Skip to main content

CLI interface for Desbordante platform

Project description


Desbordante: high-performance data profiler (console interface)

What is it?

Desbordante is a high-performance data profiler oriented towards exploratory data analysis. This is the repository for the Desbordante console interface, which is published as a separate package. This package depends on the desbordante package, which contains the C++ code for pattern discovery and validation. As the result, depending on the algorithm and dataset, the runtimes may be cut by 2-10 times compared to the alternative tools.

Table of Contents

Main Features

Desbordante is a high-performance data profiler that is capable of discovering and validating many different patterns in data using various algorithms.

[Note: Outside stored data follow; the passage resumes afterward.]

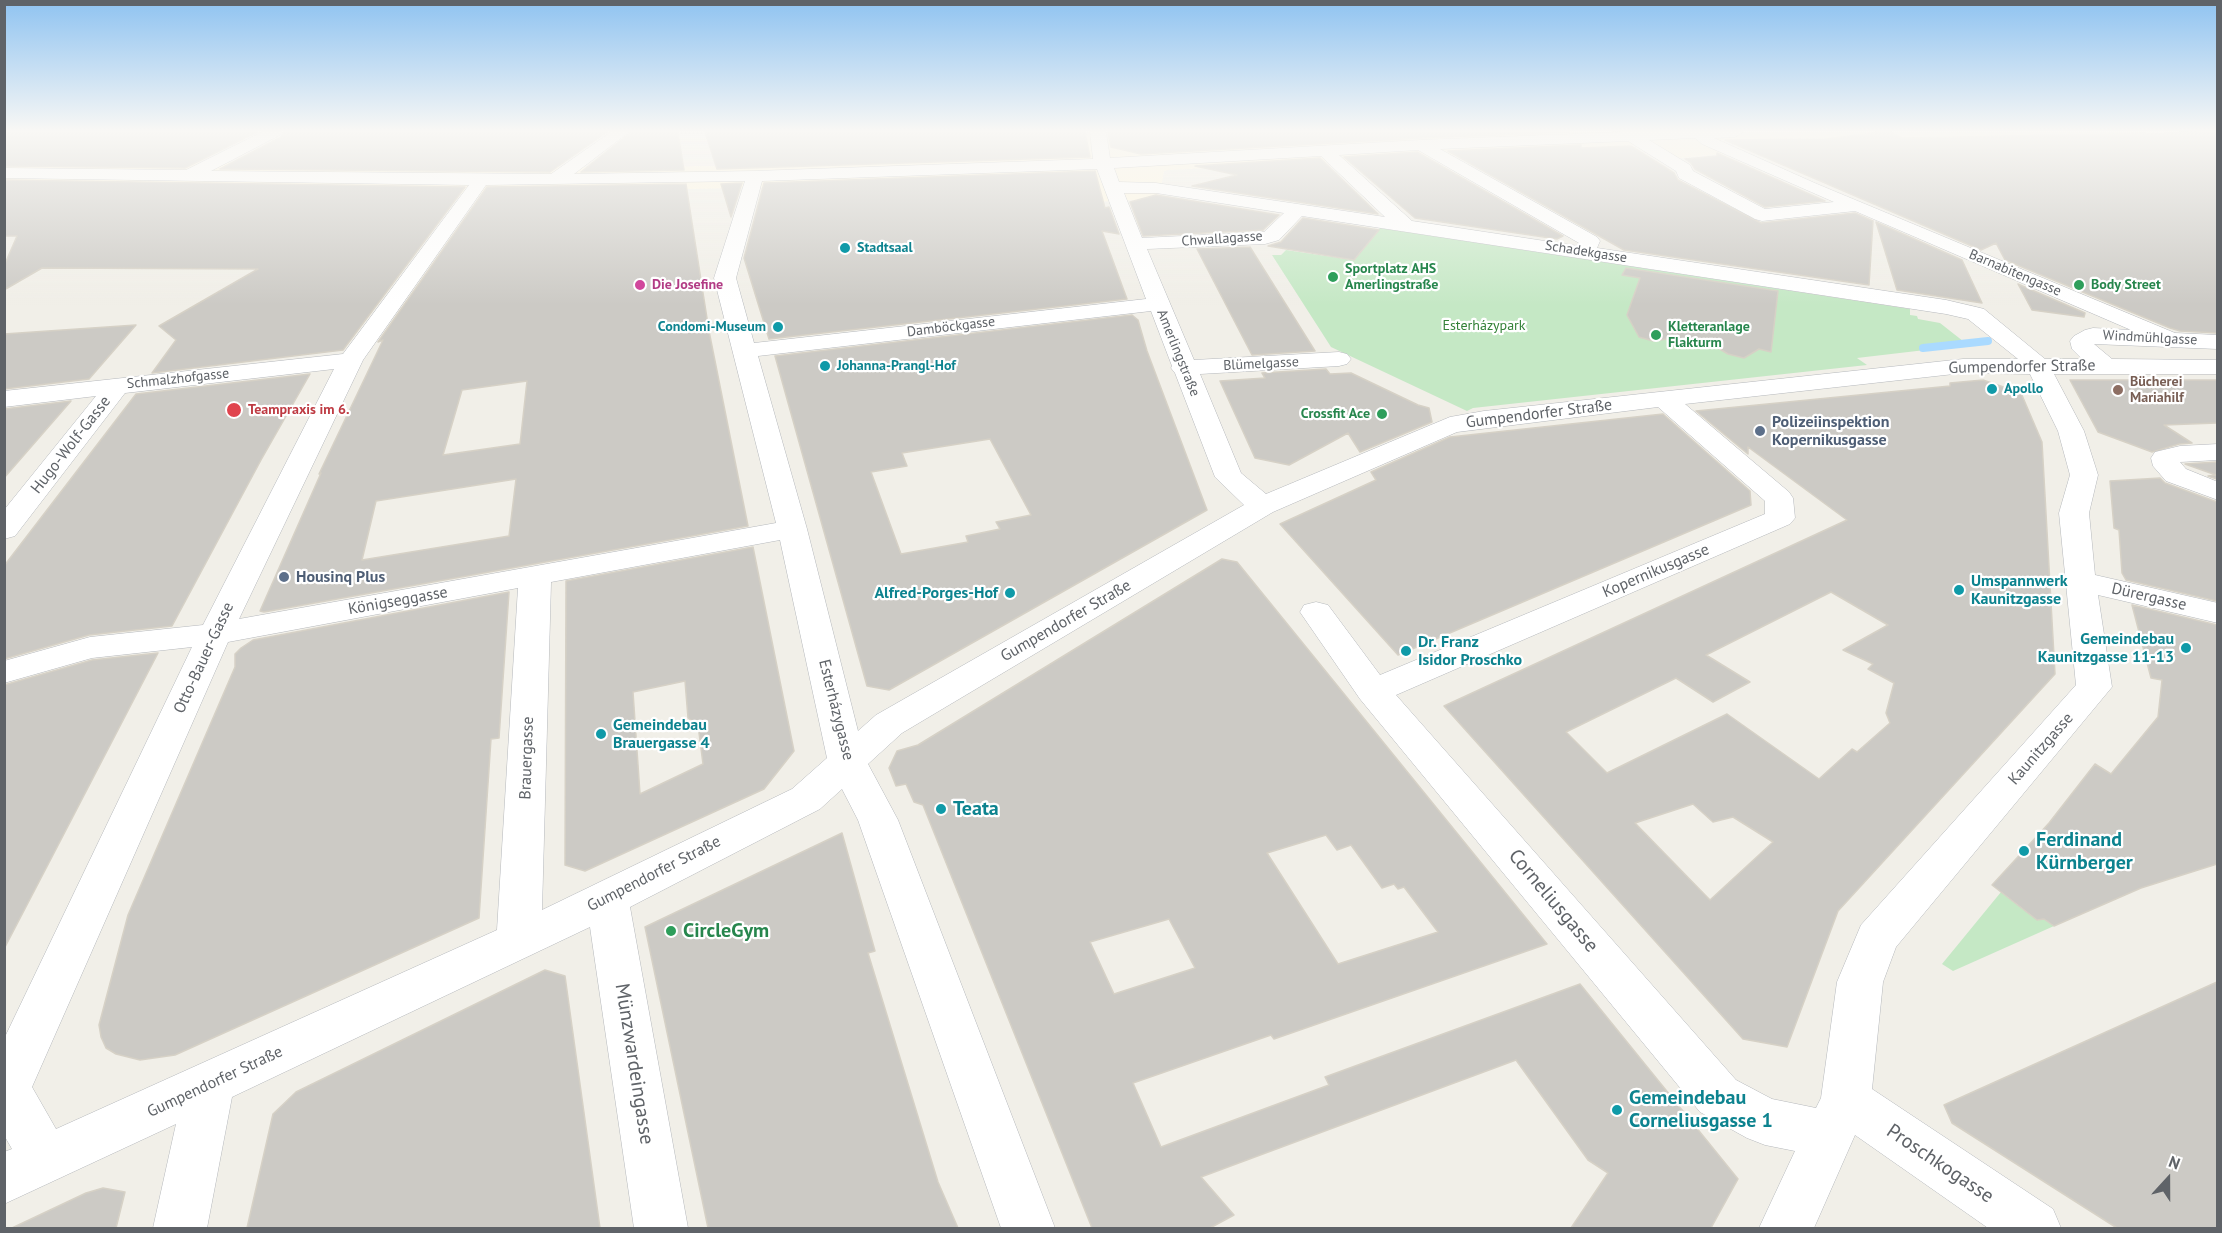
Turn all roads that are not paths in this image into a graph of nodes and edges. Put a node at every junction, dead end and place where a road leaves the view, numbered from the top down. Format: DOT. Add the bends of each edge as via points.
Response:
graph roads {
  1 [pos="474,190"];
  2 [pos="750,190"];
  3 [pos="1115,190"];
  4 [pos="1166,190"];
  5 [pos="1367,190"];
  6 [pos="1499,190"];
  7 [pos="1714,190"];
  8 [pos="1819,190"];
  9 [pos="1856,206"];
  10 [pos="1298,209"];
  11 [pos="1405,225"];
  12 [pos="1136,244"];
  13 [pos="1586,252"];
  14 [pos="1158,304"];
  15 [pos="2173,340"];
  16 [pos="2217,342"];
  17 [pos="743,351"];
  18 [pos="1339,359"];
  19 [pos="351,360"];
  20 [pos="2038,366"];
  21 [pos="2105,366"];
  22 [pos="2217,367"];
  23 [pos="1183,368"];
  24 [pos="117,386"];
  25 [pos="4,399"];
  26 [pos="1663,399"];
  27 [pos="2217,452"];
  28 [pos="2217,492"];
  29 [pos="15,506"];
  30 [pos="1263,506"];
  31 [pos="4,530"];
  32 [pos="792,530"];
  33 [pos="535,576"];
  34 [pos="2080,581"];
  35 [pos="1316,612"];
  36 [pos="2217,613"];
  37 [pos="215,634"];
  38 [pos="4,672"];
  39 [pos="1373,691"];
  40 [pos="847,761"];
  41 [pos="607,899"];
  42 [pos="519,939"];
  43 [pos="208,1085"];
  44 [pos="5,1089"];
  45 [pos="1837,1117"];
  46 [pos="25,1169"];
  47 [pos="180,1228"];
  48 [pos="661,1228"];
  49 [pos="1028,1228"];
  50 [pos="1786,1228"];
  51 [pos="2034,1228"];
  1 -- 19 [label="street, Otto-Bauer-Gasse"];
  2 -- 17 [label="street, Esterházygasse" via="725,278"];
  3 -- 12 [label="street, Amerlingstraße"];
  4 -- 10 [label="street, Schadekgasse"];
  5 -- 11 [label="street"];
  6 -- 13 [label="street" via="1590,241"];
  7 -- 9 [label="street, Barnabitengasse" via="1762,215"];
  8 -- 9 [label="street, Barnabitengasse"];
  9 -- 15 [label="street, Barnabitengasse"];
  10 -- 11 [label="street, Schadekgasse"];
  10 -- 12 [label="street, Chwallagasse" via="1272,236 1265,238"];
  11 -- 13 [label="street, Schadekgasse"];
  12 -- 14 [label="street, Amerlingstraße"];
  13 -- 20 [label="street, Schadekgasse" via="1976,314"];
  14 -- 17 [label="street, Damböckgasse"];
  14 -- 23 [label="street, Amerlingstraße"];
  15 -- 16 [label="street, Windmühlgasse"];
  15 -- 21 [label="street, Windmühlgasse" via="2093,335 2082,341 2084,349"];
  17 -- 32 [label="street, Esterházygasse"];
  18 -- 23 [label="street, Blümelgasse"];
  19 -- 24 [label="street, Schmalzhofgasse"];
  19 -- 37 [label="street, Otto-Bauer-Gasse"];
  20 -- 21 [label="street, Gumpendorfer Straße"];
  20 -- 26 [label="street, Gumpendorfer Straße" via="1930,368"];
  20 -- 34 [label="street, Kaunitzgasse" via="2071,431 2084,475 2074,513"];
  21 -- 22 [label="street, Gumpendorfer Straße"];
  23 -- 30 [label="street, Amerlingstraße" via="1229,477"];
  24 -- 25 [label="street, Schmalzhofgasse"];
  24 -- 29 [label="street, Hugo-Wolf-Gasse"];
  26 -- 30 [label="street, Gumpendorfer Straße" via="1450,425"];
  26 -- 39 [label="street, Kopernikusgasse" via="1779,498 1780,518"];
  27 -- 28 [label="street" via="2180,453 2165,458 2175,475"];
  29 -- 31 [label="street, Hugo-Wolf-Gasse"];
  30 -- 40 [label="street, Gumpendorfer Straße" via="889,724"];
  32 -- 33 [label="street, Königseggasse"];
  32 -- 40 [label="street, Esterházygasse"];
  33 -- 37 [label="street, Königseggasse"];
  33 -- 42 [label="street, Brauergasse"];
  34 -- 36 [label="street, Dürergasse"];
  34 -- 45 [label="street, Kaunitzgasse" via="2094,687 1877,938 1860,982"];
  35 -- 39 [label="street, Corneliusgasse"];
  37 -- 38 [label="street, Königseggasse" via="90,648"];
  37 -- 44 [label="street, Otto-Bauer-Gasse"];
  39 -- 45 [label="street, Corneliusgasse" via="1718,1096 1765,1121"];
  40 -- 41 [label="street, Gumpendorfer Straße" via="806,799"];
  40 -- 49 [label="street, Esterházygasse" via="878,820"];
  41 -- 42 [label="street, Gumpendorfer Straße"];
  41 -- 48 [label="street, Münzwardeingasse"];
  42 -- 43 [label="street, Gumpendorfer Straße"];
  43 -- 46 [label="street, Gumpendorfer Straße"];
  43 -- 47 [label="street"];
  44 -- 46 [label="street, Otto-Bauer-Gasse"];
  45 -- 50 [label="street, Kaunitzgasse"];
  45 -- 51 [label="street, Proschkogasse"];
}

The Discovery task is designed to identify all instances of a specified pattern type of a given dataset.

The Validation task is different: it is designed to check whether a specified pattern instance is present in a given dataset. This task not only returns True or False, but it also explains why the instance does not hold (e.g. it can list table rows with conflicting values).

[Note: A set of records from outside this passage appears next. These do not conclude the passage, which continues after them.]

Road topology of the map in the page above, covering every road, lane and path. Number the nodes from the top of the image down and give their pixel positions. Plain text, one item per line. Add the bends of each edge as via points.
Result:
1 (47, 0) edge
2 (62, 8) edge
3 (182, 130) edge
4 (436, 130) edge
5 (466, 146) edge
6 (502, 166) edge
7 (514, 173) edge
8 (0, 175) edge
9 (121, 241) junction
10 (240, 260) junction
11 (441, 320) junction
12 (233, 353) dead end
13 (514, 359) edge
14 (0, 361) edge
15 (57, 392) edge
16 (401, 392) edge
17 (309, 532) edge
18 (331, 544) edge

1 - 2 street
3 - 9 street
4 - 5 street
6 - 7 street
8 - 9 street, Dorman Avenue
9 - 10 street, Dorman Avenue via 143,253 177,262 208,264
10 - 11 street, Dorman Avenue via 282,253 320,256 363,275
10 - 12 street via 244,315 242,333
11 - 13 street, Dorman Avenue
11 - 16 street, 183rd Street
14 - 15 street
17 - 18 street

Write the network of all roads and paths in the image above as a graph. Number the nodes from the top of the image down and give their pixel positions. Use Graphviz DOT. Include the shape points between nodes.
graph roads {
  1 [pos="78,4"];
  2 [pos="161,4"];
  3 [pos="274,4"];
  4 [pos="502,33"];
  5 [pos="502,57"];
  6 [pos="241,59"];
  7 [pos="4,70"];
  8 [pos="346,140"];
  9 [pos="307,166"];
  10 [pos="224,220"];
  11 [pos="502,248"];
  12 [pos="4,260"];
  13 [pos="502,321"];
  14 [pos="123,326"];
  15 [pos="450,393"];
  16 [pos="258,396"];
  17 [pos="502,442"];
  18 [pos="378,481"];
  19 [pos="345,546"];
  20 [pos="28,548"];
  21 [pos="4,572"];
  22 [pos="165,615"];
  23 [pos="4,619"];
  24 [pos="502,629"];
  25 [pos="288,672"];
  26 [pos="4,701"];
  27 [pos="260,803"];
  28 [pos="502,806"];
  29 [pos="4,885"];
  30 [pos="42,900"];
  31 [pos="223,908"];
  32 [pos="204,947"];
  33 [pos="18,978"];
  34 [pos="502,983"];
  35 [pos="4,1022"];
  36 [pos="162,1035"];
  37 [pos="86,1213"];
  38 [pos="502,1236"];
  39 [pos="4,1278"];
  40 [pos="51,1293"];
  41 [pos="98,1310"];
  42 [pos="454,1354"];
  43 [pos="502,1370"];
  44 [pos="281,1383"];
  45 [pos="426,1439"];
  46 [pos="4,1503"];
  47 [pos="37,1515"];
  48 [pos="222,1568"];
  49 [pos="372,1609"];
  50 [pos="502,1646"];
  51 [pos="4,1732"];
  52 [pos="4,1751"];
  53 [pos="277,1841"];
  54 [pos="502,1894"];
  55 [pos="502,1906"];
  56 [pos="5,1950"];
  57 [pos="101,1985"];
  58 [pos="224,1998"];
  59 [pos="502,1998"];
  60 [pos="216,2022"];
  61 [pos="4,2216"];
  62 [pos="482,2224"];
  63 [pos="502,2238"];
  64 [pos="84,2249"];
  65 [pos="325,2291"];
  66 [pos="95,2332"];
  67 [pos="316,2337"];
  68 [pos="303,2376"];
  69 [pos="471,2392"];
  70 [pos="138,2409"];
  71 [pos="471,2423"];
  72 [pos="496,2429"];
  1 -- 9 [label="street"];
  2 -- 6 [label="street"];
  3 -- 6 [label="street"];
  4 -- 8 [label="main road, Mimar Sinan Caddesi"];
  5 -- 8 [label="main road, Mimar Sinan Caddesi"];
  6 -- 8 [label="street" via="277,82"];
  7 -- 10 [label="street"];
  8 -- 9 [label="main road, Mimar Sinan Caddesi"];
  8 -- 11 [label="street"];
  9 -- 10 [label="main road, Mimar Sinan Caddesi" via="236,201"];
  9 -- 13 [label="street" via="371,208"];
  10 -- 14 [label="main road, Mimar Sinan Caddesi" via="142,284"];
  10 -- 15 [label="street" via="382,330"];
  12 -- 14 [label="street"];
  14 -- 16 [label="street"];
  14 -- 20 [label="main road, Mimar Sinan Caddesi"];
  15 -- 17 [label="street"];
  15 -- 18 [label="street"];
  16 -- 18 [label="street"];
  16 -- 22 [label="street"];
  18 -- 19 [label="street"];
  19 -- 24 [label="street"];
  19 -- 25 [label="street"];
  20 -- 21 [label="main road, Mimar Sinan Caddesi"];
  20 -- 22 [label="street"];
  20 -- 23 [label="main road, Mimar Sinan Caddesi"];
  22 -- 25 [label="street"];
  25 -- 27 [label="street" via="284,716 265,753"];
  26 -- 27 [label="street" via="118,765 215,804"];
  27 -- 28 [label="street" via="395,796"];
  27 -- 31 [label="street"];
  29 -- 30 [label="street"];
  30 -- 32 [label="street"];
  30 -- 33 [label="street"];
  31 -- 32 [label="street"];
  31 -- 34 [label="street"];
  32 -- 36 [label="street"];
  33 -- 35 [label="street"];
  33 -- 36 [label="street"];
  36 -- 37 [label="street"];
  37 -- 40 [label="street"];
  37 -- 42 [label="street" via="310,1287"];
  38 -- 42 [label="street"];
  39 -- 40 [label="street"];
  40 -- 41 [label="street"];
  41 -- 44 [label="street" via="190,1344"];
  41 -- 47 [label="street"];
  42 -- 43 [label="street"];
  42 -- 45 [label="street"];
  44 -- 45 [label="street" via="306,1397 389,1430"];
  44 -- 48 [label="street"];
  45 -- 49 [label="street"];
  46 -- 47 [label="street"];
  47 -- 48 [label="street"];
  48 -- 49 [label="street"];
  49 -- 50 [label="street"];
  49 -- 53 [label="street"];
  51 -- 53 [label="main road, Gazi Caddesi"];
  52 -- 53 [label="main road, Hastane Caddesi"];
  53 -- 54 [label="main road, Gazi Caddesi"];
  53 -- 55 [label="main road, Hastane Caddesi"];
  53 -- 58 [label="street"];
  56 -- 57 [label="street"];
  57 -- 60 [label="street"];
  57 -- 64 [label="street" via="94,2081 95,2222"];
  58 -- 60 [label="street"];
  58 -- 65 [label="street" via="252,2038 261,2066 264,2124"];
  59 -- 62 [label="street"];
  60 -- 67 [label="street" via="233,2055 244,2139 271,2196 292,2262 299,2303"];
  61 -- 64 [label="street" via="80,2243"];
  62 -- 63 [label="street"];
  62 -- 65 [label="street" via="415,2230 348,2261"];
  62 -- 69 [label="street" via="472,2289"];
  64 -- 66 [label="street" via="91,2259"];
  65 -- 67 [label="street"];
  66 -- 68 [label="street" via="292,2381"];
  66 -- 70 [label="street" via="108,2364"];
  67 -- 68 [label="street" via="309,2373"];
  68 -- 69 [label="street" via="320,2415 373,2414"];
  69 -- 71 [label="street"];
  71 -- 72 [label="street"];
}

The currently supported data patterns are:

  • Functional dependency variants:
    • Exact functional dependencies (discovery and validation)
    • Approximate functional dependencies, with g1 metric (discovery and validation)
    • Probabilistic functional dependencies, with PerTuple and PerValue metrics (discovery)
  • Graph functional dependencies (validation)
  • Conditional functional dependencies (discovery)
  • Inclusion dependencies (discovery)
  • Order dependencies:
    • set-based axiomatization (discovery)
    • list-based axiomatization (discovery)
  • Metric functional dependencies (validation)
  • Fuzzy algebraic constraints (discovery)
  • Unique column combinations:
    • Exact unique column combination (discovery and validation)
    • Approximate unique column combination, with g1 metric (discovery and validation)
  • Association rules (discovery)

For more information about the supported patterns check the main repo.

Installation

Requrements:

PyPI

Run the following command:

pipx install desbordante-cli

Git

pipx install git+https://github.com/desbordante/desbordante-cli

Usage examples

Example datasets can be found at main repo

  1. Discover all exact functional dependencies in a table stored in a comma-separated file with a header row. In this example the default FD discovery algorithm (HyFD) is used.
desbordante --task=fd --table=../examples/datasets/university_fd.csv , True
[Course Classroom] -> Professor
[Classroom Semester] -> Professor
[Classroom Semester] -> Course
[Professor] -> Course
[Professor Semester] -> Classroom
[Course Semester] -> Classroom
[Course Semester] -> Professor
  1. Discover all approximate functional dependencies with error less than or equal to 0.1 in a table represented by a .csv file that uses a comma as the separator and has a header row. In this example the default AFD discovery algorithm (Pyro) is used.
desbordante --task=afd --table=../examples/datasets/inventory_afd.csv , True --error=0.1
[Id] -> ProductName
[Id] -> Price
[ProductName] -> Price
  1. Check whether metric functional dependency “Title -> Duration” with radius 5 (using the Euclidean metric) holds in a table represented by a .csv file that uses a comma as the separator and has a header row. In this example the default MFD validation algorithm (BRUTE) is used.
desbordante --task=mfd_verification --table=../examples/datasets/theatres_mfd.csv , True --lhs_indices=0 --rhs_indices=2 --metric=euclidean --parameter=5
True

For more information check the --help option:

desbordante --help

Contacts and Q&A

If you have any questions regarding the tool you can create an issue at GitHub.

Project details


Download files

Download the file for your platform. If you're not sure which to choose, learn more about installing packages.

Source Distribution

desbordante_cli-1.1.0.tar.gz (25.4 kB view details)

Uploaded Source

Built Distribution

If you're not sure about the file name format, learn more about wheel file names.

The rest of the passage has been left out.